The implantation of the landing obligation, under the EU’s Common Fisheries Policy, continues to be a key focus, ensuring a sustainable industry, with fish stocks capable of providing higher and more profitable catches in the medium- to long-term.
“The regulations require fishers to land what they catch, to reduce and eliminate unwanted discarding of fish at sea — which is a major change in fishing practice.”
Brexit is a significant concern for the fishing industry, as it is for many others, she says.
“There are still so many unknowns and it is not possible at this stage to gauge the impact that it will have on sea-fisheries or the size of the regulatory burden that will result. Our main aim is to keep trade flowing. We’ve been working on a number of contingency plans in coordination with the Department of Agriculture, Food and Marine and this work continues to be given top priority within our day to day work.”
A measure of Ireland’s maritime potential is underlined in its position as having sovereign or exclusive rights over one of the greatest sea to land ratios of any EU member state.
“I grew up in the beautiful and rugged Beara Peninsula by the sea.

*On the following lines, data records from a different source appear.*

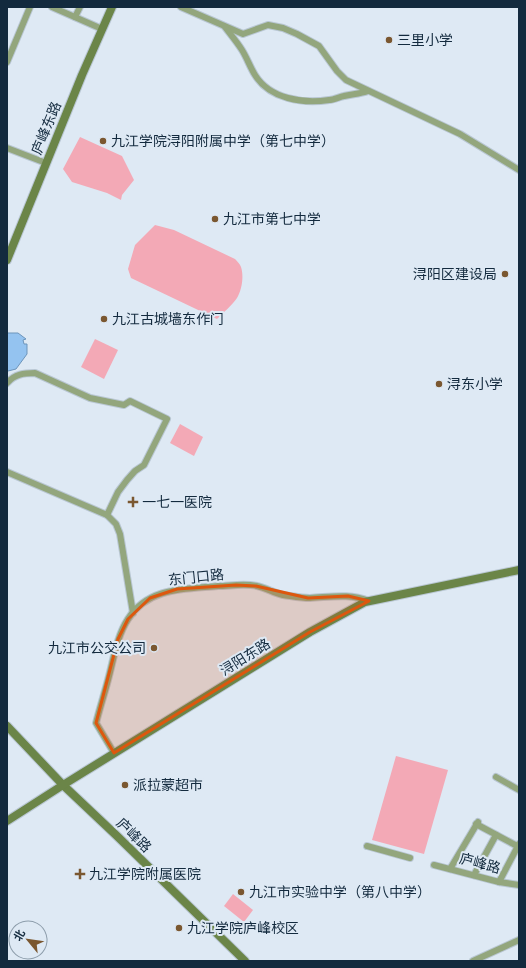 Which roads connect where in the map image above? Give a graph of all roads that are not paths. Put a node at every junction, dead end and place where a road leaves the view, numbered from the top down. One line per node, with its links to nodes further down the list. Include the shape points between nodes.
1 (30, 7): 9 (street)
2 (52, 7): 6 (street)
3 (80, 7): 6 (street)
4 (112, 7): 8 (main road, 庐峰东路)
5 (181, 7): 7 (street)
6 (75, 17): 8 (street)
7 (224, 26): 10 (street, via 243,34 268,25 297,34 319,46 346,80); 10 (street, via 242,49 254,74 264,86 278,95 315,101)
8 (102, 29): 12 (main road, 庐峰东路)
9 (7, 62)
10 (368, 91): 13 (street, via 460,134)
11 (7, 148): 12 (street)
12 (46, 163): 14 (main road, 庐峰东路)
13 (519, 170)
14 (7, 260)
15 (7, 383): 17 (street, via 16,375 35,373 90,398 124,405 130,401 167,418 144,465 135,471 118,492)
16 (7, 472): 17 (street)
17 (107, 515): 20 (street, via 116,524 120,534)
18 (519, 570): 19 (main road, 浔阳东路)
19 (369, 601): 20 (street, 东门口路, via 348,596 308,598 283,595 256,586 236,585 163,592 138,606); 22 (main road, 浔阳东路, via 310,632)
20 (133, 612): 22 (street, 东门口路, via 118,639 96,723)
21 (7, 726): 24 (main road, 庐峰路)
22 (114, 753): 24 (main road, 浔阳东路)
23 (496, 777): 25 (street)
24 (63, 785): 26 (main road, 浔阳东路); 37 (main road, 庐峰路)
25 (519, 790)
26 (7, 821)
27 (496, 835): 29 (street); 32 (street, via 477,823); 33 (street)
28 (367, 846): 30 (street)
29 (519, 846): 34 (street)
30 (410, 858)
31 (434, 865): 32 (street, 庐峰路)
32 (450, 869): 33 (street, 庐峰路)
33 (474, 875): 34 (street, 庐峰路)
34 (499, 882): 35 (street, 庐峰路)
35 (519, 885)
36 (519, 940): 38 (street)
37 (245, 961)
38 (473, 961)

I decided at three that I wanted to work with the sea and I have been driven by that wish ever since,” says Dr Steele. “To me, the seas around Ireland are so valuable and while sometimes we don’t fully appreciate what treasures are there, I do believe that is changing.
“I would encourage everyone who is attending Seafest this weekend to visit our stand where we offer a wide range of exhibits, with films and workshops for children and adults that celebrate the sea and hopefully help nurture a deeper appreciation of everything that it offers us.”
The SFPA act as guardians to ensure marine resources are protected and fairly shared — a vision summarised as ‘coasts full of jobs and seas full of fish’.
“This harmony is possible if we realise the value of what is in the sea, broaden the focus to a wider range of species and seaweeds and develop really exciting products from seafood. Seafood has been identified as one of the main drivers of export growth for the agri-food sector within Food Wise 2025, against a backdrop of rising global demand for quality product and a supply deficit.”
Good regulation is pivotal to the achievement of these ambitions and, as the regulator, the SFPA plays a key role ensuring the shared marine resources are sustainable for future generations.
“Good regulation also ensures that consumers at home and abroad can consume Ireland’s seafood safely. Consumer trust in the quality, provenance and safety of our seafood produce is vital to the successful realisation of the collective growth plans for the sector over the coming years.”
Despite the significant environmental and climatic issues confronting the world, Dr Steele remains optimistic for a sustainable future.
Our remit in the SFPA lies in the protection and conservation of fisheries resources, ensuring that the marine fish and shellfish resources around Ireland are exploited sustainably and consumed safely for the benefit of all. We have zero tolerance for illegal fishing and we can see from the low levels of non-compliance that the majority of fishermen, producers and processors want to work within the law.